The injunction order was granted in B.C. Supreme Court on Thursday in response to an application from Speaker of the House Darryl Plecas.
It follows a contentious demonstration Tuesday that saw dozens of people block the entrances to the legislature in solidarity with the fight against the construction of Coastal GasLink’s natural gas pipeline through traditional Wet’suwet’en territory in northern B.C.
The order gives the officers who provide security at the legislature the power to arrest and remove anyone who is “interfering, disturbing or disrupting … [the legislature’s] business of and proper functioning,” including on public roads.
It also bars interference with closed-circuit television cameras.
Plan to block provincial operations for a day
The injunction does not cover other government buildings in the Victoria area, where demonstrations have been planned for Friday morning. Activists have said they believe they can effectively shut down the bulk of the provincial civil service for the day, but they’ve promised the protests will be peaceful.

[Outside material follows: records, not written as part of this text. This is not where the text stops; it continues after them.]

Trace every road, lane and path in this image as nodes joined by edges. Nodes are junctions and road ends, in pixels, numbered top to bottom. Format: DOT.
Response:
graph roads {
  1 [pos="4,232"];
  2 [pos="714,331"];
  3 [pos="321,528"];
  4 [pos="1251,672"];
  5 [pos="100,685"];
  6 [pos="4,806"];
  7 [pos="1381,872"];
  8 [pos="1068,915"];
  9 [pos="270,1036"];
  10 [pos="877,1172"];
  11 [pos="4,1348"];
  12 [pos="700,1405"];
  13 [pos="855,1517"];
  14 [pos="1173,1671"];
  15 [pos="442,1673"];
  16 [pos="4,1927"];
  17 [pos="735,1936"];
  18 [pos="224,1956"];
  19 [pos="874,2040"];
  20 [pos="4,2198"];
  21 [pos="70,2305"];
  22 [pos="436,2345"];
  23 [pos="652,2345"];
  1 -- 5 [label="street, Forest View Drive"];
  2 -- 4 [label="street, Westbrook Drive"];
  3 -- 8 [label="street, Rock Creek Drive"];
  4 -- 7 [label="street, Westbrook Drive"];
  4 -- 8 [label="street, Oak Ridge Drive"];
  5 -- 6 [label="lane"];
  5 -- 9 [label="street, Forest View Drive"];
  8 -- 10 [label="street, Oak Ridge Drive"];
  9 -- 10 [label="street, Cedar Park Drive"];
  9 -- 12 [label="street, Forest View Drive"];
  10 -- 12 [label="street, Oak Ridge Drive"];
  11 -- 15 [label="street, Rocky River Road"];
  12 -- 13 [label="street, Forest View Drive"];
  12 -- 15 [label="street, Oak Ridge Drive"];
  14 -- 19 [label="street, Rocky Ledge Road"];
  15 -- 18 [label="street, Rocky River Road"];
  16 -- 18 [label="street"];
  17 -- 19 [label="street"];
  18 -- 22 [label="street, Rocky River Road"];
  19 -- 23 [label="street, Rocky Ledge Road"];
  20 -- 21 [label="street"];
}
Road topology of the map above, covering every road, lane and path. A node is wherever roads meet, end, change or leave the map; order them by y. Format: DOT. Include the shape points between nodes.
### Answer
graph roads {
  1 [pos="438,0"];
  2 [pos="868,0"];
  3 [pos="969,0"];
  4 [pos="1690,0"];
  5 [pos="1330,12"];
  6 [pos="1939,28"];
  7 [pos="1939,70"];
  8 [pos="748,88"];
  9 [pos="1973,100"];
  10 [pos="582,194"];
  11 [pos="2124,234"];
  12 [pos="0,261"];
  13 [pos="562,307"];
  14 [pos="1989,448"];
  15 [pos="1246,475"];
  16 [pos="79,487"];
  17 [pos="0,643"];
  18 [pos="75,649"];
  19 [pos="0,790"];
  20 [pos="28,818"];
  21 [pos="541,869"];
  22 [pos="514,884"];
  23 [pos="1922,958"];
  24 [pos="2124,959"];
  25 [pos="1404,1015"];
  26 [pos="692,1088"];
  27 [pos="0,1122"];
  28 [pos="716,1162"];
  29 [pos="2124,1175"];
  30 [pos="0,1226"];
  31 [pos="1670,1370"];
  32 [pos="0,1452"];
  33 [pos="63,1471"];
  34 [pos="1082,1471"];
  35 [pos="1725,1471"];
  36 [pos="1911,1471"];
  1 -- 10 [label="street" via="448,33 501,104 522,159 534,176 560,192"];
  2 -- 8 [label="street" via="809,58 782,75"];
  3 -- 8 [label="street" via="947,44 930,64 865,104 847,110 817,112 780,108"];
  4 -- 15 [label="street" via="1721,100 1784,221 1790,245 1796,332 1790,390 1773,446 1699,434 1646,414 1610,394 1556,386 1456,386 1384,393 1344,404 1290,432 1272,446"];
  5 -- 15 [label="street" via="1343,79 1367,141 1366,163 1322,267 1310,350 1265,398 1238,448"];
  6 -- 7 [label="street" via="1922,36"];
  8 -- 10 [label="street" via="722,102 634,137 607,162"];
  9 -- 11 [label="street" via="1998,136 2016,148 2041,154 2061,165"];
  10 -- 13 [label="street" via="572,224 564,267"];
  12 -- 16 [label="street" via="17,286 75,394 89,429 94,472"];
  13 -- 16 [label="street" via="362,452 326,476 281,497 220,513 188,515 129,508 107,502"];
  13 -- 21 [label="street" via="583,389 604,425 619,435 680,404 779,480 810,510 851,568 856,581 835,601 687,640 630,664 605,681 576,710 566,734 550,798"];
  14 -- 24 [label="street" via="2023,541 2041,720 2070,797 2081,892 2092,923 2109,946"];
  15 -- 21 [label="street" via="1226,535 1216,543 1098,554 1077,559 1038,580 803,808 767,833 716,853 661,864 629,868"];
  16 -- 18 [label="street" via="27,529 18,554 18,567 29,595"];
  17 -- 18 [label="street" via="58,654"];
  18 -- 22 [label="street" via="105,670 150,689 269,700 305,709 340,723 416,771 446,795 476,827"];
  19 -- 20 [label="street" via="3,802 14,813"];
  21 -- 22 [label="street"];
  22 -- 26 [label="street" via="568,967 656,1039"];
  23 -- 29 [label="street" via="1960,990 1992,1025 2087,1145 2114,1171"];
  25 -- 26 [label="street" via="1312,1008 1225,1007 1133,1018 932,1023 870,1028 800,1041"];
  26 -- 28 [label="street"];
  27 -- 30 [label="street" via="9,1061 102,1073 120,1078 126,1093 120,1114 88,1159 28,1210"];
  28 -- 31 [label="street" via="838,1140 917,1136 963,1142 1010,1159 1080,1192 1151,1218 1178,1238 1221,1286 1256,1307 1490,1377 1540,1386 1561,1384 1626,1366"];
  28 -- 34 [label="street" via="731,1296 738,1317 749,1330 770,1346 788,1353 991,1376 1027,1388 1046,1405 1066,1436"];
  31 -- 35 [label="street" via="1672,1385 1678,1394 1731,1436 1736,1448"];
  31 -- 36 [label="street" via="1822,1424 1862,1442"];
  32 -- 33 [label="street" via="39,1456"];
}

In an email to all B.C. public service employees, the premier’s deputy minister, Don Wright, warned staff about the protests planned for Friday.
He said while protesters have the right to free speech, recent protests have extended beyond peaceful engagement.
“People who merely wanted to access their place of work and provide service to the public of British Columbia were subjected to physical and emotional intimidation, physical blocking of access, and in some instances, physical and emotional abuse,” Wright wrote on Wednesday.
“I find this treatment of those serving the public to be reprehensible and unacceptable.”
Wright said the emotional and physical safety of all public servants is his top priority, and that no staff will be asked to put themselves in a situation where they don’t feel safe.
Workers don’t want the ‘stress’ of protests
Government employees Corbin Benoit and Mercedes Hoelke work for the B.C. Wildfire Service in a building expected to be targeted by demonstrators. They say their office had a meeting to help them prepare to safely respond to crowds at the door.
“They’re saying if we can do work at home, [we should],” said Benoit, adding that employees have access to a wealth of mental health resources.
Hoelke said she “can respect the protest but [she doesn’t] want to have to deal with the stress.”
Stephanie Smith, president of the British Columbia Government and Service Employees’ Union, says she wants workers to respect the protest lines, but to put safety first.
Brett Harper of the Professional Employees Association says that union is not participating in the demonstrations and is encouraging members to “connect with their supervisor if they encounter a protest at their worksite tomorrow.”
The province’s chief security officer, Paul Stanley, said in a statement that he “cannot comment on the details” of the security plan for Friday.
Friday’s protest is planned for between 8 a.m. and noon PT.